• [What the task requires] Top to bottom, give the entries again exactly as written.

• [Dataset entries]
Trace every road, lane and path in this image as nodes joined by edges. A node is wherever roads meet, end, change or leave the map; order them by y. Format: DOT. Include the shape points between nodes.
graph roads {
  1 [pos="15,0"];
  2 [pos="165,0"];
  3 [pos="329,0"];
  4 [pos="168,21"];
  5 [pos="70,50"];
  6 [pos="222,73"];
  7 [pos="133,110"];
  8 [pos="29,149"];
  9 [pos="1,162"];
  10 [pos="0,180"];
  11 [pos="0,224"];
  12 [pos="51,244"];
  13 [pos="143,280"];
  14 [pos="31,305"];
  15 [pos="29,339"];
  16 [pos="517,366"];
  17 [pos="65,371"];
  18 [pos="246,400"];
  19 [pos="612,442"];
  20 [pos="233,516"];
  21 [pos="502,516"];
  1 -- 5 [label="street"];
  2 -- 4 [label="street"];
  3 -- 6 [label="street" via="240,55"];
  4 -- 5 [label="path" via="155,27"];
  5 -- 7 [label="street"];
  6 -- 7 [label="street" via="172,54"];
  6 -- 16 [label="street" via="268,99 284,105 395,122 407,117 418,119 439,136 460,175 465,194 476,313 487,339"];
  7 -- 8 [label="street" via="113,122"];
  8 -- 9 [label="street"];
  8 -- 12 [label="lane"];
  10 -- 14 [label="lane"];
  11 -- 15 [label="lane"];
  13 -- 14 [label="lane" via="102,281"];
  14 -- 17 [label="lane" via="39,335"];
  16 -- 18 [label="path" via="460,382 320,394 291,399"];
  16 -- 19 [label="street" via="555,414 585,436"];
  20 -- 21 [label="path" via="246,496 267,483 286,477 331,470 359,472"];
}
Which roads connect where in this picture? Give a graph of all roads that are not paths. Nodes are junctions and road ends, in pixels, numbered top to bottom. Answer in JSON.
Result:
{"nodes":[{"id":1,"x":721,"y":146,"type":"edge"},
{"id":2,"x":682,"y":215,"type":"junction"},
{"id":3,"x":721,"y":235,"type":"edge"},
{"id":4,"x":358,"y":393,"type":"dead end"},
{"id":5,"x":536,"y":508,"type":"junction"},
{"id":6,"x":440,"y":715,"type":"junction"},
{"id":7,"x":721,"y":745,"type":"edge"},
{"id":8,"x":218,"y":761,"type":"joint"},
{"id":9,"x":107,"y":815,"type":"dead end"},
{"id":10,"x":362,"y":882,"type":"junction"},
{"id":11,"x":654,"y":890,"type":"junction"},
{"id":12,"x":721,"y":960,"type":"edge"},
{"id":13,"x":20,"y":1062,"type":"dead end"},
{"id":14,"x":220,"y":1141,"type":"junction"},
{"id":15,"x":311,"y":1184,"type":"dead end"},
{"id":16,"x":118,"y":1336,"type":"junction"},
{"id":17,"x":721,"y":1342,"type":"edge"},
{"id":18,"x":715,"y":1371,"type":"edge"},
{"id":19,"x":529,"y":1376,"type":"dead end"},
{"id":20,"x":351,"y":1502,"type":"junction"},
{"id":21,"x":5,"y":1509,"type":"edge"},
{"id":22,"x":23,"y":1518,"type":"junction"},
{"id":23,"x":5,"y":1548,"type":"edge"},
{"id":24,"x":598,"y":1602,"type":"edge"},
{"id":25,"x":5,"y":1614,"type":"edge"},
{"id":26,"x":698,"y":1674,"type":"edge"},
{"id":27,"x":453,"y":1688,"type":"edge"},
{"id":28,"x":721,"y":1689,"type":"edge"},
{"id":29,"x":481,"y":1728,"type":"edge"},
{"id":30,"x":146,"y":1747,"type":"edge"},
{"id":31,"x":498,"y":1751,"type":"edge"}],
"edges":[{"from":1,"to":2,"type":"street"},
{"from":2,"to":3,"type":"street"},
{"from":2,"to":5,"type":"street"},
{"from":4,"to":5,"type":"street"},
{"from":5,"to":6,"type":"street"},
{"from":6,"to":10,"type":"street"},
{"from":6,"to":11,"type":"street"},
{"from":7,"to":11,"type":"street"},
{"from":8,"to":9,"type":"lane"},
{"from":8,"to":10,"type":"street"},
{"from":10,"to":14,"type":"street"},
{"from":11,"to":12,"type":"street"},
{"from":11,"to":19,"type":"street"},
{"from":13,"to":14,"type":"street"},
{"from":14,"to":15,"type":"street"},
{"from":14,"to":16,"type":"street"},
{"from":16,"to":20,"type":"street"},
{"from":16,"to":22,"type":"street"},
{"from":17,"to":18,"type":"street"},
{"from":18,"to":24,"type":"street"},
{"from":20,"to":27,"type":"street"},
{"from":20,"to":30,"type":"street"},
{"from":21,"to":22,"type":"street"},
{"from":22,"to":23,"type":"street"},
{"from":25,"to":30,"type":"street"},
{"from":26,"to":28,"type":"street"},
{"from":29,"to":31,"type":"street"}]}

• [Task solution]
Trace every road, lane and path in this image as nodes joined by edges. A node is wherever roads meet, end, change or leave the map; order them by y. Format: DOT. Include the shape points between nodes.
graph roads {
  1 [pos="15,0"];
  2 [pos="165,0"];
  3 [pos="329,0"];
  4 [pos="168,21"];
  5 [pos="70,50"];
  6 [pos="222,73"];
  7 [pos="133,110"];
  8 [pos="29,149"];
  9 [pos="1,162"];
  10 [pos="0,180"];
  11 [pos="0,224"];
  12 [pos="51,244"];
  13 [pos="143,280"];
  14 [pos="31,305"];
  15 [pos="29,339"];
  16 [pos="517,366"];
  17 [pos="65,371"];
  18 [pos="246,400"];
  19 [pos="612,442"];
  20 [pos="233,516"];
  21 [pos="502,516"];
  1 -- 5 [label="street"];
  2 -- 4 [label="street"];
  3 -- 6 [label="street" via="240,55"];
  4 -- 5 [label="path" via="155,27"];
  5 -- 7 [label="street"];
  6 -- 7 [label="street" via="172,54"];
  6 -- 16 [label="street" via="268,99 284,105 395,122 407,117 418,119 439,136 460,175 465,194 476,313 487,339"];
  7 -- 8 [label="street" via="113,122"];
  8 -- 9 [label="street"];
  8 -- 12 [label="lane"];
  10 -- 14 [label="lane"];
  11 -- 15 [label="lane"];
  13 -- 14 [label="lane" via="102,281"];
  14 -- 17 [label="lane" via="39,335"];
  16 -- 18 [label="path" via="460,382 320,394 291,399"];
  16 -- 19 [label="street" via="555,414 585,436"];
  20 -- 21 [label="path" via="246,496 267,483 286,477 331,470 359,472"];
}
Which roads connect where in this picture? Give a graph of all roads that are not paths. Nodes are junctions and road ends, in pixels, numbered top to bottom. Answer in JSON.
Result:
{"nodes":[{"id":1,"x":721,"y":146,"type":"edge"},
{"id":2,"x":682,"y":215,"type":"junction"},
{"id":3,"x":721,"y":235,"type":"edge"},
{"id":4,"x":358,"y":393,"type":"dead end"},
{"id":5,"x":536,"y":508,"type":"junction"},
{"id":6,"x":440,"y":715,"type":"junction"},
{"id":7,"x":721,"y":745,"type":"edge"},
{"id":8,"x":218,"y":761,"type":"joint"},
{"id":9,"x":107,"y":815,"type":"dead end"},
{"id":10,"x":362,"y":882,"type":"junction"},
{"id":11,"x":654,"y":890,"type":"junction"},
{"id":12,"x":721,"y":960,"type":"edge"},
{"id":13,"x":20,"y":1062,"type":"dead end"},
{"id":14,"x":220,"y":1141,"type":"junction"},
{"id":15,"x":311,"y":1184,"type":"dead end"},
{"id":16,"x":118,"y":1336,"type":"junction"},
{"id":17,"x":721,"y":1342,"type":"edge"},
{"id":18,"x":715,"y":1371,"type":"edge"},
{"id":19,"x":529,"y":1376,"type":"dead end"},
{"id":20,"x":351,"y":1502,"type":"junction"},
{"id":21,"x":5,"y":1509,"type":"edge"},
{"id":22,"x":23,"y":1518,"type":"junction"},
{"id":23,"x":5,"y":1548,"type":"edge"},
{"id":24,"x":598,"y":1602,"type":"edge"},
{"id":25,"x":5,"y":1614,"type":"edge"},
{"id":26,"x":698,"y":1674,"type":"edge"},
{"id":27,"x":453,"y":1688,"type":"edge"},
{"id":28,"x":721,"y":1689,"type":"edge"},
{"id":29,"x":481,"y":1728,"type":"edge"},
{"id":30,"x":146,"y":1747,"type":"edge"},
{"id":31,"x":498,"y":1751,"type":"edge"}],
"edges":[{"from":1,"to":2,"type":"street"},
{"from":2,"to":3,"type":"street"},
{"from":2,"to":5,"type":"street"},
{"from":4,"to":5,"type":"street"},
{"from":5,"to":6,"type":"street"},
{"from":6,"to":10,"type":"street"},
{"from":6,"to":11,"type":"street"},
{"from":7,"to":11,"type":"street"},
{"from":8,"to":9,"type":"lane"},
{"from":8,"to":10,"type":"street"},
{"from":10,"to":14,"type":"street"},
{"from":11,"to":12,"type":"street"},
{"from":11,"to":19,"type":"street"},
{"from":13,"to":14,"type":"street"},
{"from":14,"to":15,"type":"street"},
{"from":14,"to":16,"type":"street"},
{"from":16,"to":20,"type":"street"},
{"from":16,"to":22,"type":"street"},
{"from":17,"to":18,"type":"street"},
{"from":18,"to":24,"type":"street"},
{"from":20,"to":27,"type":"street"},
{"from":20,"to":30,"type":"street"},
{"from":21,"to":22,"type":"street"},
{"from":22,"to":23,"type":"street"},
{"from":25,"to":30,"type":"street"},
{"from":26,"to":28,"type":"street"},
{"from":29,"to":31,"type":"street"}]}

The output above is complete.